Metode Pembelajaran Kreatif untuk Anak
Melalui metode bermain sambil belajar, anak-anak dapat lebih mudah memahami konsep kemaritiman. Pelatihan ini memberikan contoh praktis bagaimana mengintegrasikan pembelajaran ekoliterasi ke dalam kurikulum PAUD. Misalnya, dengan kegiatan pengamatan dan eksplorasi lingkungan sekitar, anak-anak di ajak untuk langsung berinteraksi dengan alam dan belajar dari pengalaman.
Keterlibatan Masyarakat dalam Program Ekoliterasi
Program ini tidak hanya berkutat pada pelatihan bagi guru, tetapi juga mengajak masyarakat untuk terlibat. Kesadaran kolektif akan pentingnya ekoliterasi kemaritiman di harapkan dapat tumbuh melalui kegiatan-kegiatan yang melibatkan orang tua dan komunitas. Masyarakat di ajak berdiskusi dan berpartisipasi dalam program-program yang membawa dampak positif bagi lingkungan dan pendidikan anak.
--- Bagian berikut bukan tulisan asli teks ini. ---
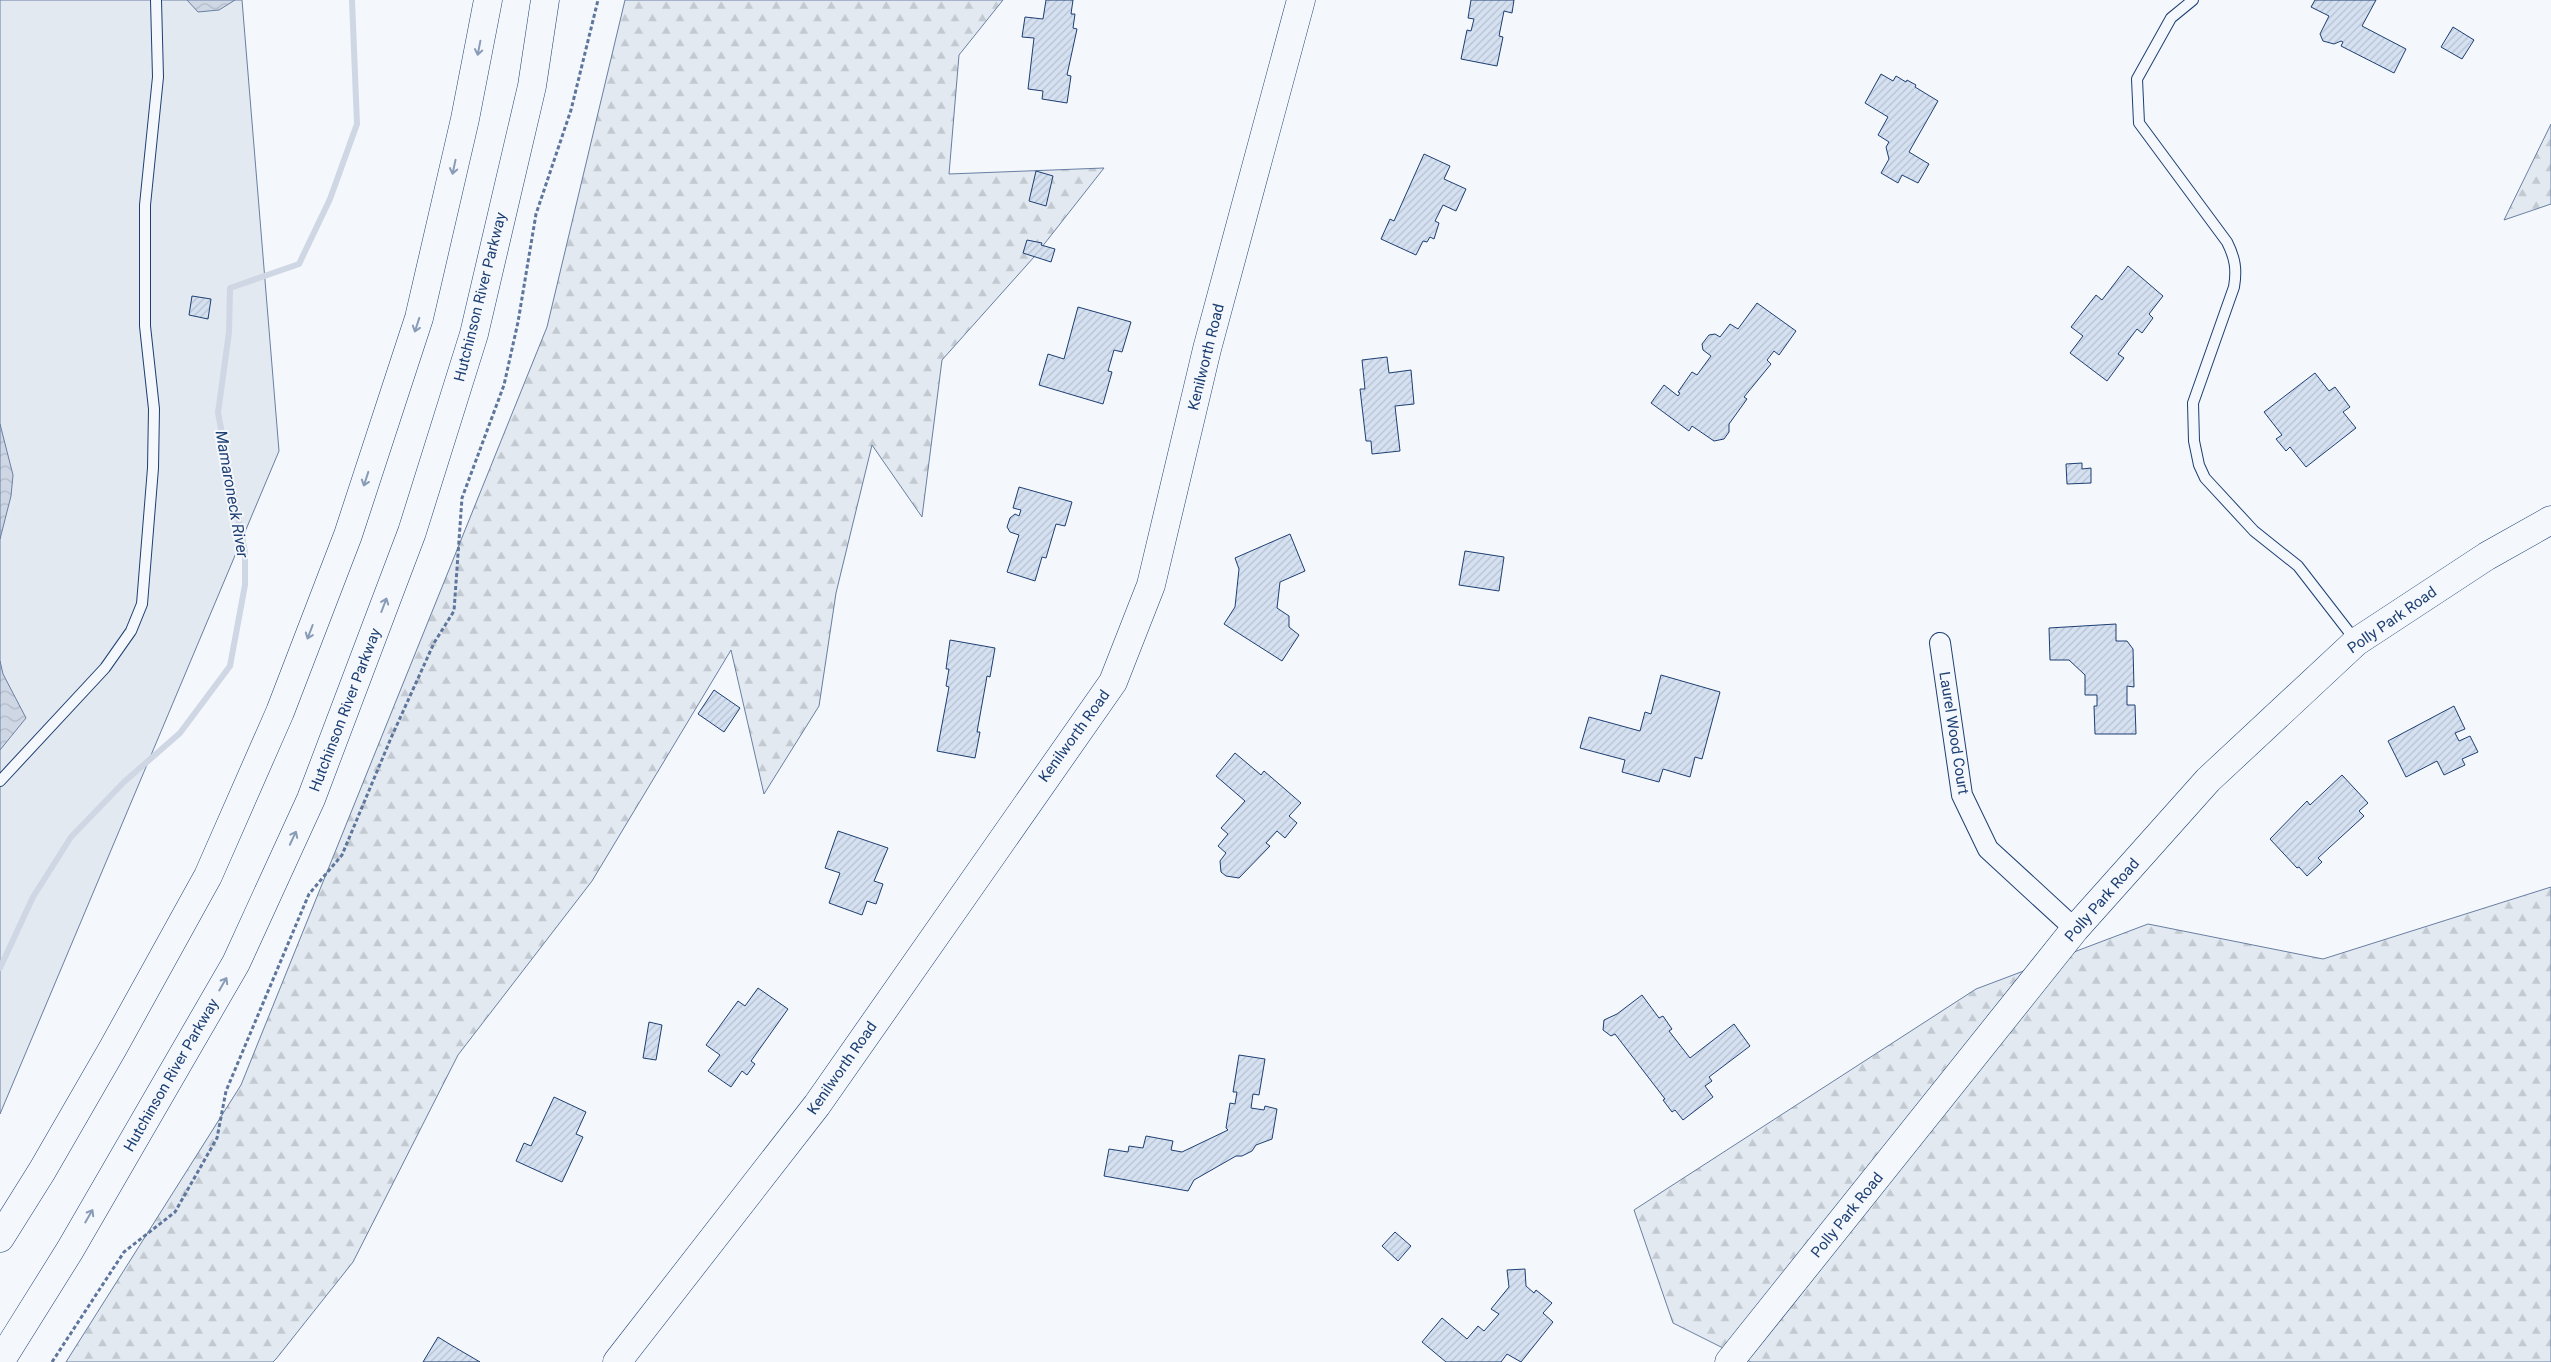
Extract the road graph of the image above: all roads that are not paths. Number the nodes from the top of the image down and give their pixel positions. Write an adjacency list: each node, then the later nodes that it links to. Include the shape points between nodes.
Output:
1 (156, 0): 9 (lane, via 158,77 145,214 145,326 154,409 153,468 142,604 131,631 106,668)
2 (488, 0): 11 (main road, one-way to 11, via 465,119 419,318 348,535 280,712 208,876)
3 (545, 0): 14 (main road, Hutchinson River Parkway, one-way to 3, via 236,963 315,789 412,532 474,334 532,86)
4 (1301, 0): 17 (main road, Kenilworth Road, via 1207,349 1151,585 1113,682 817,1105)
5 (2193, 0): 7 (lane, via 2171,18 2137,79 2139,123 2234,256 2234,287 2193,403 2194,441 2199,465 2205,478 2254,531 2298,566)
6 (2551, 520): 7 (main road, Polly Park Road, via 2486,556)
7 (2356, 642): 10 (main road, Polly Park Road, via 2208,780)
8 (1940, 643): 10 (street, Laurel Wood Court, via 1962,795 1988,849)
9 (0, 781)
10 (2075, 929): 18 (main road, Polly Park Road)
11 (113, 1048): 12 (main road); 13 (main road)
12 (0, 1209)
13 (0, 1238)
14 (70, 1250): 15 (main road, Hutchinson River Parkway); 16 (main road)
15 (0, 1362)
16 (13, 1362)
17 (617, 1362)
18 (1729, 1362)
Dampak Positif Pelatihan bagi Generasi Mendatang
Dengan adanya pelatihan ini, di harapkan para guru PAUD di Kenjeran dapat menjadi agen perubahan dalam meningkatkan kesadaran ekoliterasi di kalangan anak-anak. Ini adalah langkah awal yang penting untuk mempersiapkan generasi yang lebih peduli terhadap lingkungan. Anak-anak yang memahami pentingnya menjaga kelestarian laut akan tumbuh menjadi individu yang bertanggung jawab terhadap alam dan lingkungan di sekitarnya.
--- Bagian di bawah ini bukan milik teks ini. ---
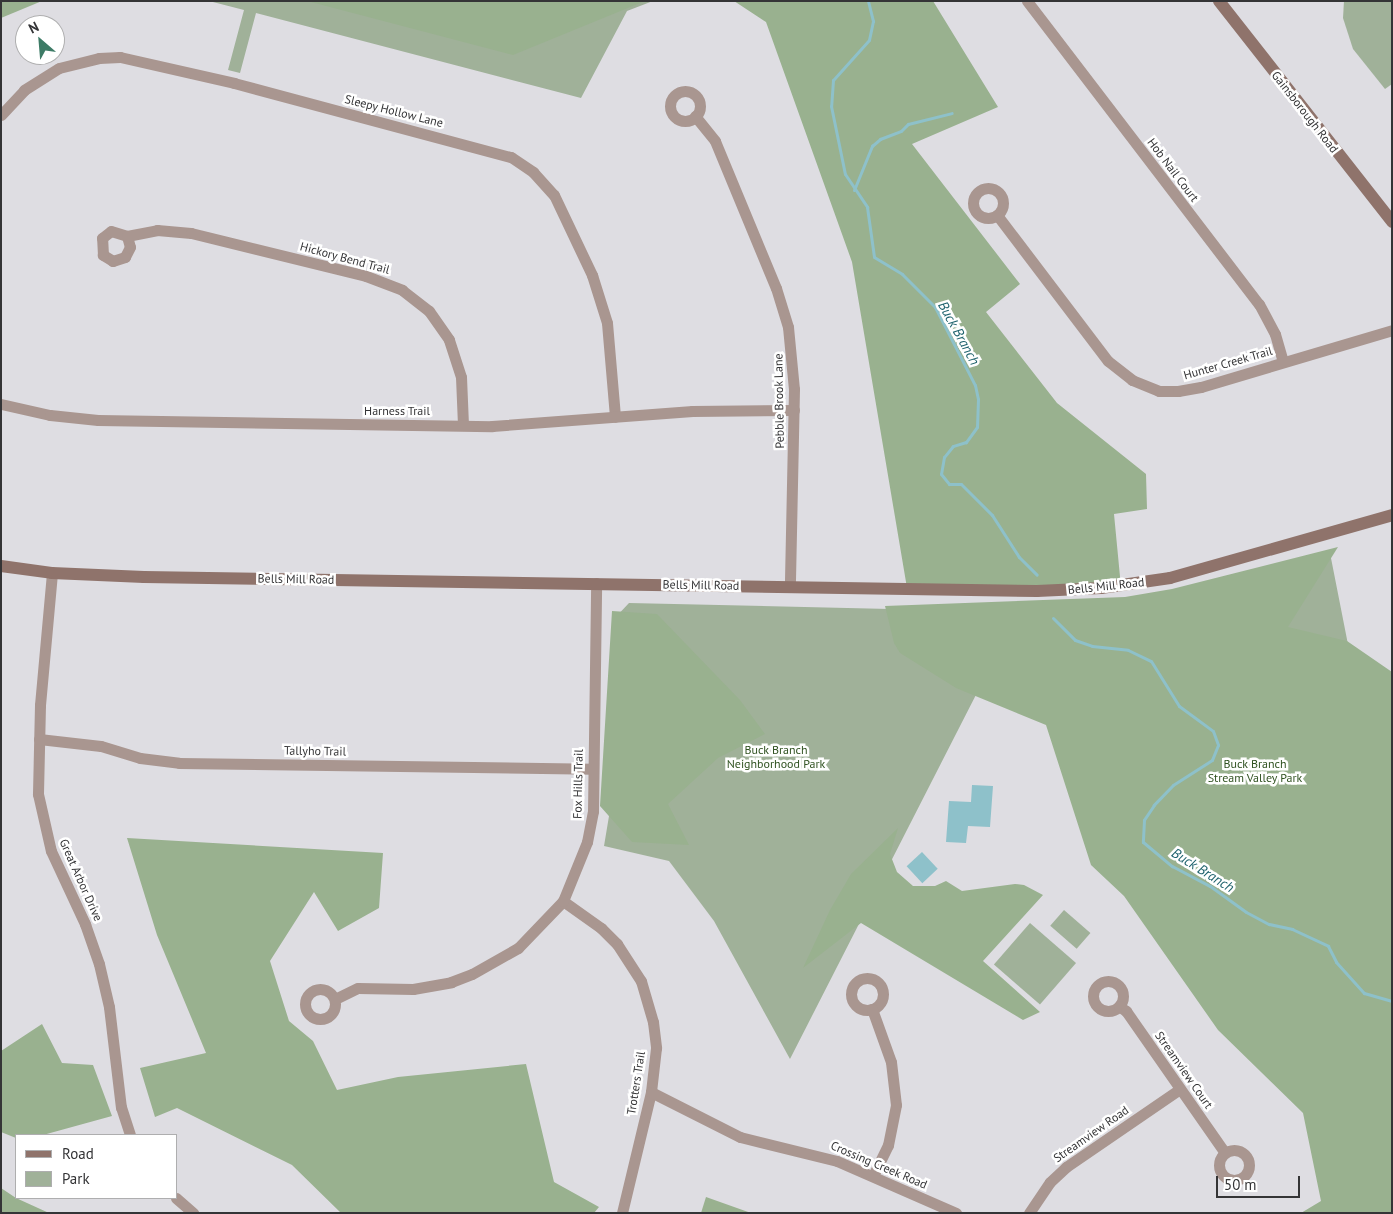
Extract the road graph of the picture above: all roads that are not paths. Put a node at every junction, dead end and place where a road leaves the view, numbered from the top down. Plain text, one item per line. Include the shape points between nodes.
1 (1027, 1) edge
2 (1220, 1) edge
3 (1, 115) edge
4 (696, 116) dead end
5 (997, 215) dead end
6 (1392, 222) edge
7 (127, 236) dead end
8 (1392, 330) edge
9 (1283, 362) junction
10 (1, 404) edge
11 (794, 410) junction
12 (615, 417) junction
13 (463, 425) junction
14 (1392, 515) edge
15 (1, 566) edge
16 (52, 573) junction
17 (596, 583) junction
18 (790, 586) junction
19 (39, 739) junction
20 (592, 769) junction
21 (563, 901) junction
22 (335, 999) dead end
23 (1119, 1006) dead end
24 (872, 1009) dead end
25 (1180, 1088) junction
26 (651, 1092) junction
27 (130, 1134) edge
28 (1226, 1153) dead end
29 (873, 1176) junction
30 (177, 1199) edge
31 (194, 1213) edge
32 (622, 1213) edge
33 (956, 1213) edge
34 (1029, 1213) edge

1 - 9 street, Hob Nail Court via 1259,304 1275,334
2 - 6 street, Gainsborough Road
3 - 12 street, Sleepy Hollow Lane via 24,90 59,68 99,58 120,57 234,83 509,156 533,172 554,195 595,282 607,323
4 - 11 street, Pebble Brook Lane via 715,141 783,306 792,347
5 - 9 street, Hunter Creek Trail via 1108,361 1132,380 1159,390 1178,391
7 - 13 street, Hickory Bend Trail via 165,230 211,237 372,278 402,290 429,311 449,340 461,377
8 - 9 street, Hunter Creek Trail
10 - 13 street, Harness Trail via 50,415 98,420
11 - 12 street, Harness Trail via 700,411
11 - 18 street, Pebble Brook Lane
12 - 13 street, Harness Trail via 535,424
14 - 18 street, Bells Mill Road via 1194,572 1121,586 1037,591
15 - 16 street, Bells Mill Road
16 - 17 street, Bells Mill Road
16 - 19 street, Great Arbor Drive
17 - 18 street, Bells Mill Road
17 - 20 street, Fox Hills Trail
19 - 20 street, Tallyho Trail via 101,746 140,758 179,763
19 - 27 street, Great Arbor Drive via 42,817 51,851 85,924 99,964 109,1007 122,1108
20 - 21 street, Fox Hills Trail via 591,827
21 - 22 street, Fox Hills Trail via 518,948 472,974 451,982 412,989 358,988
21 - 26 street, Trotters Trail via 609,936 641,982 650,1006 655,1039
23 - 25 street, Streamview Court via 1126,1011
24 - 29 street via 891,1062 896,1105 888,1145
25 - 28 street, Streamview Court
25 - 34 street, Streamview Road via 1066,1167 1050,1182
26 - 29 street, Crossing Creek Road via 756,1143 817,1154
26 - 32 street, Trotters Trail
29 - 33 street, Crossing Creek Road
30 - 31 street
Kesimpulan: Menuju Pendidikan yang Berkelanjutan
Program pelatihan ekoliterasi kemaritiman yang diinisiasi oleh Tim PKM S1 PG PAUD UNESA menunjukkan komitmen dalam meningkatkan kualitas pendidikan di Indonesia, khususnya di bidang kemaritiman. Dengan melibatkan guru-guru PAUD sebagai penggerak utama, diharapkan ekoliterasi dapat tertanam sejak dini dalam benak anak-anak. Ini adalah langkah strategis untuk menciptakan generasi yang tidak hanya cerdas secara akademis, tetapi juga memiliki kesadaran lingkungan yang tinggi. Melalui kegiatan ini, UNESA tidak hanya berkontribusi pada perkembangan pendidikan, tetapi juga pada pelestarian lingkungan yang lebih luas, mewujudkan masa depan yang berkelanjutan untuk bangsa dan alam Indonesia.